REQUIRED WORK:
Your job is to return every line in the data holding the string "nodes".

Saved data entries:
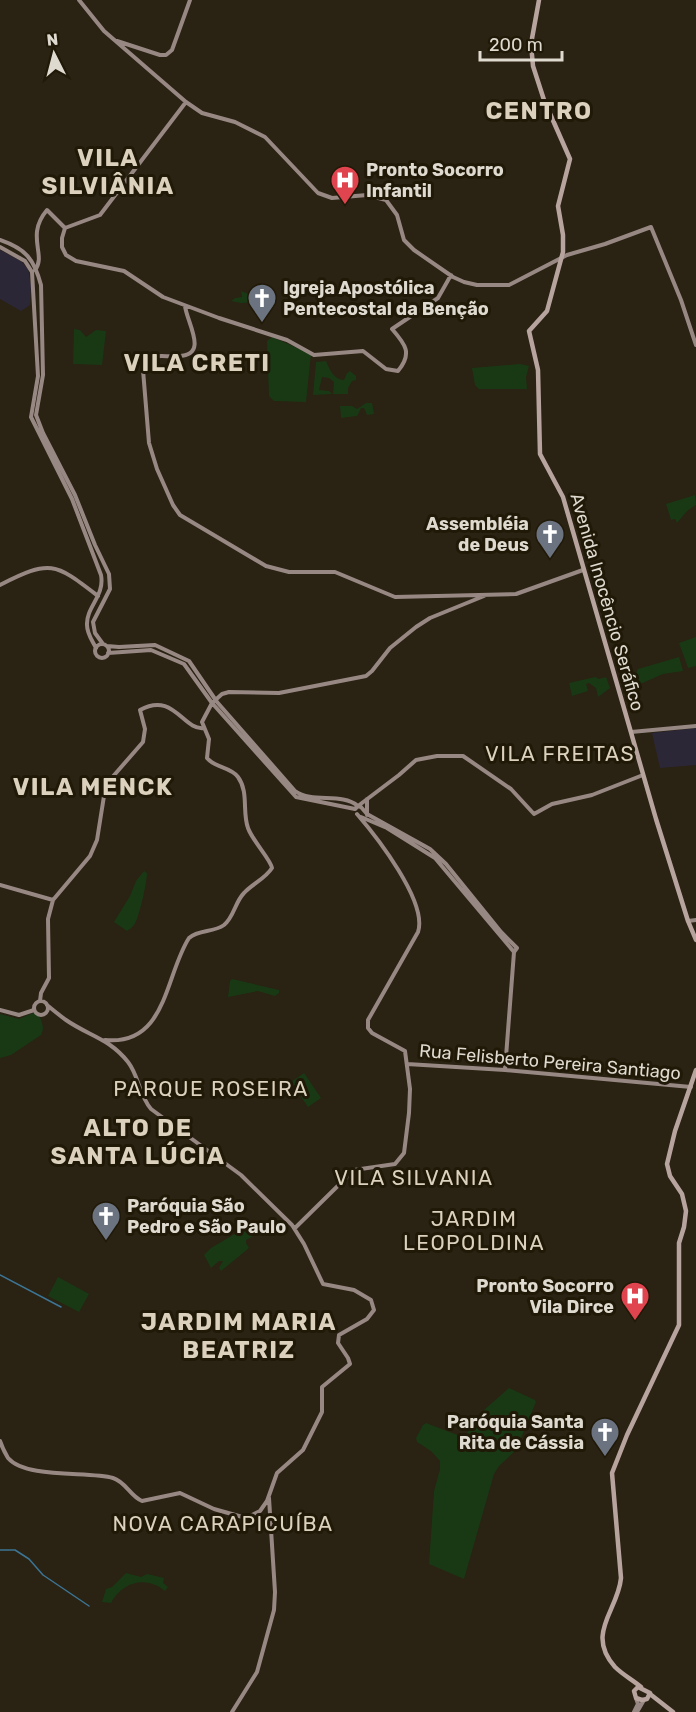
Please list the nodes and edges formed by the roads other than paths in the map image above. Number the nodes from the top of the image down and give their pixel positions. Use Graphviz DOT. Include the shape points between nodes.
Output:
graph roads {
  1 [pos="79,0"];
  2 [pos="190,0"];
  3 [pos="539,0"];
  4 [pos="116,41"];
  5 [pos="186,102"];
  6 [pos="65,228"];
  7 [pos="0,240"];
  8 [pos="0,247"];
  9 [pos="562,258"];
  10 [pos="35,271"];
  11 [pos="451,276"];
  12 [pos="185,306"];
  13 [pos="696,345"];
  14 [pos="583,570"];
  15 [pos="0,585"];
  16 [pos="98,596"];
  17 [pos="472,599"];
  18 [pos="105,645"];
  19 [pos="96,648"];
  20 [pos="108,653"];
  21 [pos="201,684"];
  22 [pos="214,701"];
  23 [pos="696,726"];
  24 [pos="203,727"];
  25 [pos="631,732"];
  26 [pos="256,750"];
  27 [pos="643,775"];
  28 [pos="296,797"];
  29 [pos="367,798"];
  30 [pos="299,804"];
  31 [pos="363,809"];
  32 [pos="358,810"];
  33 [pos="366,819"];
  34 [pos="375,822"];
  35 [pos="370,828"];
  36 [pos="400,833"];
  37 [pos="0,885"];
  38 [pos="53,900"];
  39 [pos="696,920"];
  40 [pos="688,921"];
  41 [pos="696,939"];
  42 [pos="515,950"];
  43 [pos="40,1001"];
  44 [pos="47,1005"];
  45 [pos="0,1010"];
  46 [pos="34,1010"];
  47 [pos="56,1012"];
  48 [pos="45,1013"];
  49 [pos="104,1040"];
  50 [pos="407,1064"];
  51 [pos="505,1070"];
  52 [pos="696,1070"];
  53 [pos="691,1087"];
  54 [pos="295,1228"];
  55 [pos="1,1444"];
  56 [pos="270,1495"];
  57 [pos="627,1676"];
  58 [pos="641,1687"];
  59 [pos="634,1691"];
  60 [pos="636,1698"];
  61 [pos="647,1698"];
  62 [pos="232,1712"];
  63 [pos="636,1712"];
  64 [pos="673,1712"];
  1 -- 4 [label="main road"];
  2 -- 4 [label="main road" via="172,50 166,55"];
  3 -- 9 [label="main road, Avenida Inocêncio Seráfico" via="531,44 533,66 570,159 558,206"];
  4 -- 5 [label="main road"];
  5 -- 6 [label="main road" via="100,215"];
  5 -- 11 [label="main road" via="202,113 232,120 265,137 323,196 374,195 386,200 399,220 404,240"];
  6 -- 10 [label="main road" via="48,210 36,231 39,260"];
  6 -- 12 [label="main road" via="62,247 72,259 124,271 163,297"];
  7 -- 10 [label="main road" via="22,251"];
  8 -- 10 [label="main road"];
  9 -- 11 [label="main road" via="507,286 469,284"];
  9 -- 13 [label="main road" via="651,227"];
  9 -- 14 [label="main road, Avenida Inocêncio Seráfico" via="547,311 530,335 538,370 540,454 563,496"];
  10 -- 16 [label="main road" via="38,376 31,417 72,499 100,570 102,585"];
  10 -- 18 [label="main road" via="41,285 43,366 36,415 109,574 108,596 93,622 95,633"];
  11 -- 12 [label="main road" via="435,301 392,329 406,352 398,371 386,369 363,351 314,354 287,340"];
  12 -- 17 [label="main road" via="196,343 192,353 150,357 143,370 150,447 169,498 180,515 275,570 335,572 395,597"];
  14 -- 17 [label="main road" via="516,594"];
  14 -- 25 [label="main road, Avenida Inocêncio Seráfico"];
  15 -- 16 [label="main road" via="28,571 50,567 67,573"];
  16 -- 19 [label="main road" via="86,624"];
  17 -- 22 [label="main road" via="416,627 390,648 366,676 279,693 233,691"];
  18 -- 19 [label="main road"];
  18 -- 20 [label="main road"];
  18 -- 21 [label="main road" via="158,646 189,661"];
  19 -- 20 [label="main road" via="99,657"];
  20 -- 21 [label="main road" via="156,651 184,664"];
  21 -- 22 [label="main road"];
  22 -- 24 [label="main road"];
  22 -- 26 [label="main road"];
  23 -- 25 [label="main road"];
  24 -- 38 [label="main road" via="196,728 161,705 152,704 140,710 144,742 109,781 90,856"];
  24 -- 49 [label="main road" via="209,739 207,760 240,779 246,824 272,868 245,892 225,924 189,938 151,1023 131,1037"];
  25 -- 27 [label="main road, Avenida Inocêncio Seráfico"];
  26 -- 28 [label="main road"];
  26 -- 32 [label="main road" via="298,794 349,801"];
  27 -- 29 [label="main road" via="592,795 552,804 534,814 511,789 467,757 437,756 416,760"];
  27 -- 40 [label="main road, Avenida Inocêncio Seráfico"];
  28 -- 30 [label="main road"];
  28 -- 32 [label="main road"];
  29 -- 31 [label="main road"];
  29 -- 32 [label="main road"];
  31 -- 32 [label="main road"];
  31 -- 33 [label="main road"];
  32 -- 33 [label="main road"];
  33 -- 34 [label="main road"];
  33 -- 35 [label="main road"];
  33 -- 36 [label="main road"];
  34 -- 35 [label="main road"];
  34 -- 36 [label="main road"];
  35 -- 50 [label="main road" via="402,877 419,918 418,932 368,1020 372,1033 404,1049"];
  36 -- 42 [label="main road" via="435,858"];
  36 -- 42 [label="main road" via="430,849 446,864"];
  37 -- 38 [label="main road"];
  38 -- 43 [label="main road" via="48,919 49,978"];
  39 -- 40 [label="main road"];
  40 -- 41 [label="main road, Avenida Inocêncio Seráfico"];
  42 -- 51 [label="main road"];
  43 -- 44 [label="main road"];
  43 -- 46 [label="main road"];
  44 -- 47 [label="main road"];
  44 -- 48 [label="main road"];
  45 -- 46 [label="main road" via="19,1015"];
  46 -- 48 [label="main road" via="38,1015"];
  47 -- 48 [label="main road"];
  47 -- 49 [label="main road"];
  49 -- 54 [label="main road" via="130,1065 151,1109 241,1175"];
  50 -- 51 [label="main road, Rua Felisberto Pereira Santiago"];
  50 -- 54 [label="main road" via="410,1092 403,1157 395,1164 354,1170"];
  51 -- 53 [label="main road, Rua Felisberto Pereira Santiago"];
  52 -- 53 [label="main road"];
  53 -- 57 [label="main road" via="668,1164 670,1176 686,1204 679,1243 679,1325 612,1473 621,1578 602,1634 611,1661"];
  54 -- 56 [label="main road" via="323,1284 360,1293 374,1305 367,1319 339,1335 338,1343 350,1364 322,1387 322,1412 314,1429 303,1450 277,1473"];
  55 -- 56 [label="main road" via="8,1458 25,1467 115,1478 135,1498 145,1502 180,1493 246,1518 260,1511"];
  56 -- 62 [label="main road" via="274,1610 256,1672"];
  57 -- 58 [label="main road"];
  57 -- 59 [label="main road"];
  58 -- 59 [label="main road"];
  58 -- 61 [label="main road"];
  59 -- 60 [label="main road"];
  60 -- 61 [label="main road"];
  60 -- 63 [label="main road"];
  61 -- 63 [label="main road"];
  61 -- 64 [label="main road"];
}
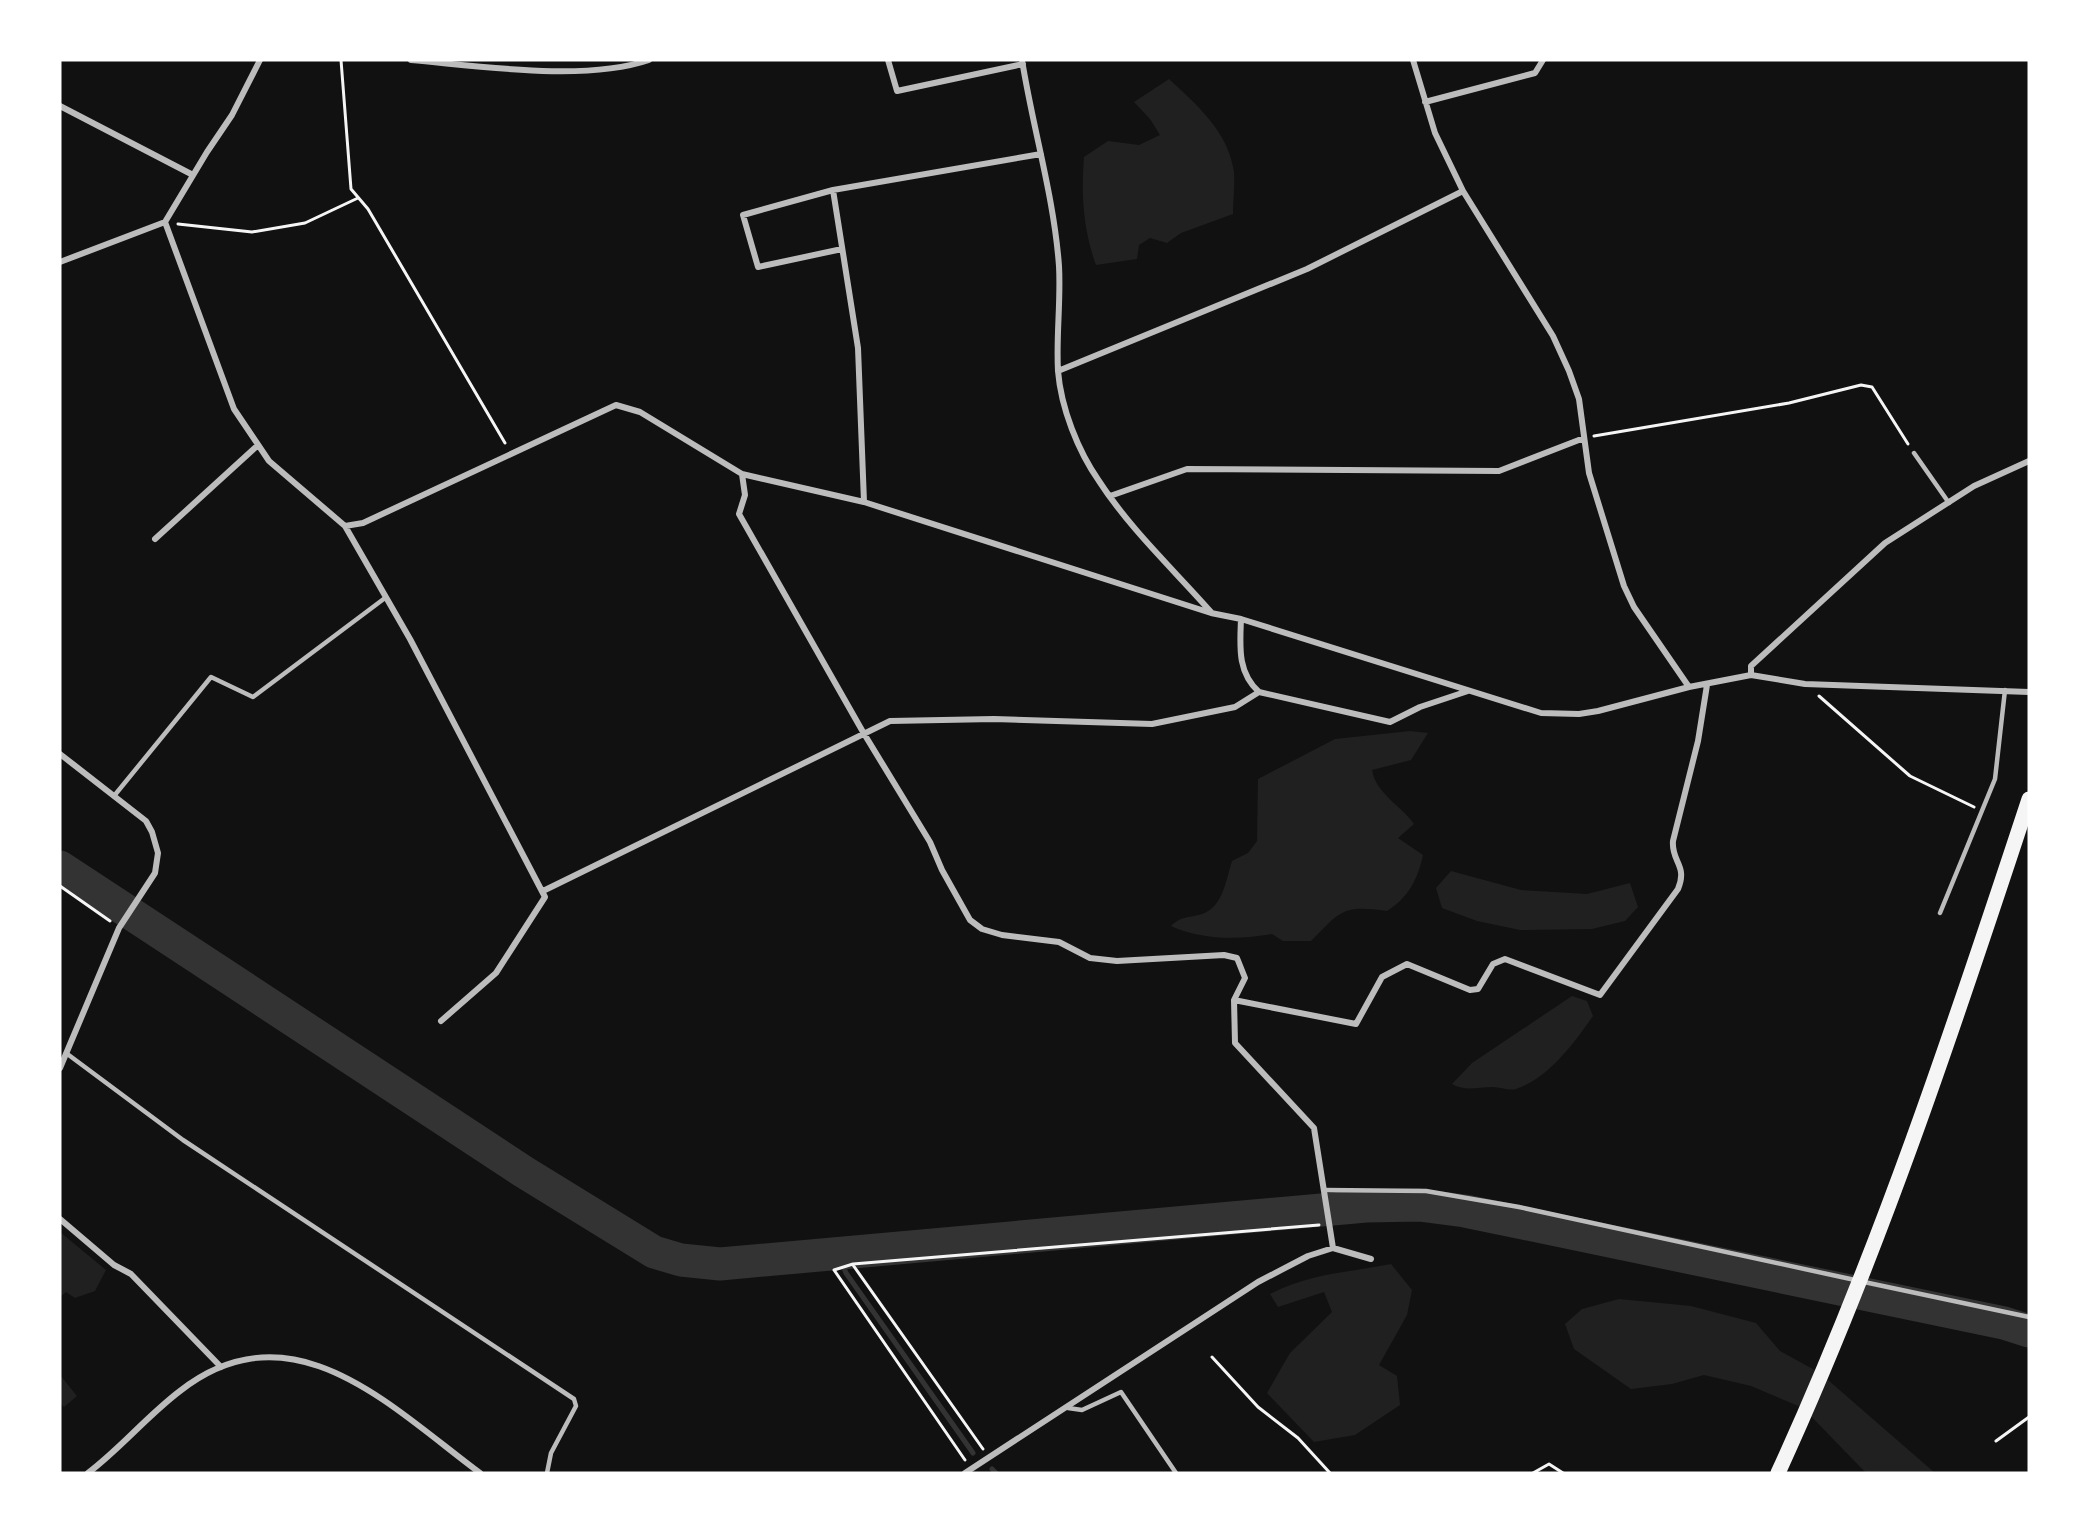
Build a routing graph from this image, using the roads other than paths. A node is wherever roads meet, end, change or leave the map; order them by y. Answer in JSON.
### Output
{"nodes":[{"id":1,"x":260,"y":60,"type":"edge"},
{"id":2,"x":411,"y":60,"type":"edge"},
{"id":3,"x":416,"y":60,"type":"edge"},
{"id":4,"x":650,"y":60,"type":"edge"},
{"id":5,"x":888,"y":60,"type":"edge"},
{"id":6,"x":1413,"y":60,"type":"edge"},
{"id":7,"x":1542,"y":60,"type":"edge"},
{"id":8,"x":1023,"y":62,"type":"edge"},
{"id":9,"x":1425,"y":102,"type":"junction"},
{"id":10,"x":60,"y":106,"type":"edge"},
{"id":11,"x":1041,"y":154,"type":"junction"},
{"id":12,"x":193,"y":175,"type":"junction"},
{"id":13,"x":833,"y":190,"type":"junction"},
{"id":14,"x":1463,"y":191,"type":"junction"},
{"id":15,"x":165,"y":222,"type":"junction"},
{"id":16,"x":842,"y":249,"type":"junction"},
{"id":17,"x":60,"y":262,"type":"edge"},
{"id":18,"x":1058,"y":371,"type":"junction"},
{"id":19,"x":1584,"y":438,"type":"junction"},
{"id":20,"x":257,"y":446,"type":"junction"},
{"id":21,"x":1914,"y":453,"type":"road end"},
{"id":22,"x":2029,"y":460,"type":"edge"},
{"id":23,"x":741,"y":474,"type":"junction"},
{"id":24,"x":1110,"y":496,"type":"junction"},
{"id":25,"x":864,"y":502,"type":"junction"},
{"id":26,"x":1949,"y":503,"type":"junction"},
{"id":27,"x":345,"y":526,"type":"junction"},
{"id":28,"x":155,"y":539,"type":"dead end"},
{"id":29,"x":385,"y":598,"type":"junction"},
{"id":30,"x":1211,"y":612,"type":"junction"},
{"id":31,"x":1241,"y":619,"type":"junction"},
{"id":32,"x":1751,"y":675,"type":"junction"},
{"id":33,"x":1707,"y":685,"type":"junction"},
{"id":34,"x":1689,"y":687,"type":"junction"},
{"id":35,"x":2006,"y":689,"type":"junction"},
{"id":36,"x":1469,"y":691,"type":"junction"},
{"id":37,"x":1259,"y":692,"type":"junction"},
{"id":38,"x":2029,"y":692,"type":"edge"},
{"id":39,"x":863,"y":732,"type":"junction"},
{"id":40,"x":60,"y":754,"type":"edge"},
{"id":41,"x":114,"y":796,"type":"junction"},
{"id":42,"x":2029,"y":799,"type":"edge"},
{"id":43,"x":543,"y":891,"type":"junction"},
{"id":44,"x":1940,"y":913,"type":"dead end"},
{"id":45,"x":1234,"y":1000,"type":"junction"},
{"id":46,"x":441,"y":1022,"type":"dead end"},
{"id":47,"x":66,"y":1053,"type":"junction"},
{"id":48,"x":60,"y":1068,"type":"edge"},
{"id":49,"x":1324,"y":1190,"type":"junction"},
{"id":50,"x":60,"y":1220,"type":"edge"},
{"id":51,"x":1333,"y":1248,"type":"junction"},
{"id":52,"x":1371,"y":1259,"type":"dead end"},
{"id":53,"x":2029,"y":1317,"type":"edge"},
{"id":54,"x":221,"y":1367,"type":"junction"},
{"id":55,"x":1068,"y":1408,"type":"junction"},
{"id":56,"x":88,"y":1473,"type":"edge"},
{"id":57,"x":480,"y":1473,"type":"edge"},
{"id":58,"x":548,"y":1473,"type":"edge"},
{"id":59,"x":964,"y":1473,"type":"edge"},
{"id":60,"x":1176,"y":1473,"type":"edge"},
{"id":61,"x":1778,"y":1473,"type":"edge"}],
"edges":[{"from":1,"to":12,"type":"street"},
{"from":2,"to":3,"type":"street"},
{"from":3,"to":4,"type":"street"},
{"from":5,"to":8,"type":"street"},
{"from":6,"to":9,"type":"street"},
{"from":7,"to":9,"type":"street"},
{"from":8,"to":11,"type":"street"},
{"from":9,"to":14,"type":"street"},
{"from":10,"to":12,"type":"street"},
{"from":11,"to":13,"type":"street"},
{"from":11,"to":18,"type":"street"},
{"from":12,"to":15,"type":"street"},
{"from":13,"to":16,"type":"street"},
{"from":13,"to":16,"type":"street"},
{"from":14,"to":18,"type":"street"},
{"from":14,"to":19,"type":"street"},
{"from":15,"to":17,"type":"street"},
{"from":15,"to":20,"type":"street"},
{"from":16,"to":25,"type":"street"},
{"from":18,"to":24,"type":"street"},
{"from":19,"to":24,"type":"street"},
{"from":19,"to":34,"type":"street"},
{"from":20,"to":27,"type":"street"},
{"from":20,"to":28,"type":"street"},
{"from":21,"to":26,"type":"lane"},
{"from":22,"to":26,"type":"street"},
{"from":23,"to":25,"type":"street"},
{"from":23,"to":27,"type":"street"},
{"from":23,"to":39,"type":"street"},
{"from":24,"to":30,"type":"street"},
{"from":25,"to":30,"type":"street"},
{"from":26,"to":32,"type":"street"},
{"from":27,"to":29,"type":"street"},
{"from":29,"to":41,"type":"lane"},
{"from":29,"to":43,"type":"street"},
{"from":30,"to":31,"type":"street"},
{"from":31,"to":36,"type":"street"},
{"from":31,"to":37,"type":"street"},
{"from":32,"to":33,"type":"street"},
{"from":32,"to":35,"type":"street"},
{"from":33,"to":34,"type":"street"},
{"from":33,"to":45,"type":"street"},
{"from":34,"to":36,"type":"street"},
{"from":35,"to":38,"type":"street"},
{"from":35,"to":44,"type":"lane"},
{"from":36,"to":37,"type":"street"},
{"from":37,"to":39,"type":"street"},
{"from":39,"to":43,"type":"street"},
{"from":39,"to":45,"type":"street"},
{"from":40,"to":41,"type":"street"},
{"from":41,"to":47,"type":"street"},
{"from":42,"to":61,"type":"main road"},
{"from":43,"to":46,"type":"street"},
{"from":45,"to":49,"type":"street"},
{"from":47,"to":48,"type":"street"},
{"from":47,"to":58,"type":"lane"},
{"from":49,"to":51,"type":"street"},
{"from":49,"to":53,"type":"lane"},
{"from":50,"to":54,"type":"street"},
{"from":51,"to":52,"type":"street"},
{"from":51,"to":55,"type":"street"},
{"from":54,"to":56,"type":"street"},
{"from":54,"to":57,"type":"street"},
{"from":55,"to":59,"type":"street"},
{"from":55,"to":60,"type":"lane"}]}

YOUR SOLUTION:
Please list the nodes and edges formed by the roads other than paths in the map image above. Number the nodes from the top of the image down and give their pixel positions. Use Graphviz DOT. Include the shape points between nodes.
{"nodes":[{"id":1,"x":260,"y":60,"type":"edge"},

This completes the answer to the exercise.